- **Exercise description**: Write each of the records out again exactly.

- **Data extracts**:

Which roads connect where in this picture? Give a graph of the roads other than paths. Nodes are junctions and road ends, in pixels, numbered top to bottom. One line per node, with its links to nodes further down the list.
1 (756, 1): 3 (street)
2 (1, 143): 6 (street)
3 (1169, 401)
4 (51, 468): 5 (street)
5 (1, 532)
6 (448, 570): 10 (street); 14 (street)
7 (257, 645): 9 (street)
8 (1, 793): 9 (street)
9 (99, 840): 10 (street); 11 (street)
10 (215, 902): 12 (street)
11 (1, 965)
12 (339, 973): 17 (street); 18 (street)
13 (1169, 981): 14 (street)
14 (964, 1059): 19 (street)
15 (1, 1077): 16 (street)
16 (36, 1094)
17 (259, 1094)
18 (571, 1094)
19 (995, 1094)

- **Task solution**:
Which roads connect where in this picture? Give a graph of the roads other than paths. Nodes are junctions and road ends, in pixels, numbered top to bottom. One line per node, with its links to nodes further down the list.
1 (756, 1): 3 (street)
2 (1, 143): 6 (street)
3 (1169, 401)
4 (51, 468): 5 (street)
5 (1, 532)
6 (448, 570): 10 (street); 14 (street)
7 (257, 645): 9 (street)
8 (1, 793): 9 (street)
9 (99, 840): 10 (street); 11 (street)
10 (215, 902): 12 (street)
11 (1, 965)
12 (339, 973): 17 (street); 18 (street)
13 (1169, 981): 14 (street)
14 (964, 1059): 19 (street)
15 (1, 1077): 16 (street)
16 (36, 1094)
17 (259, 1094)
18 (571, 1094)
19 (995, 1094)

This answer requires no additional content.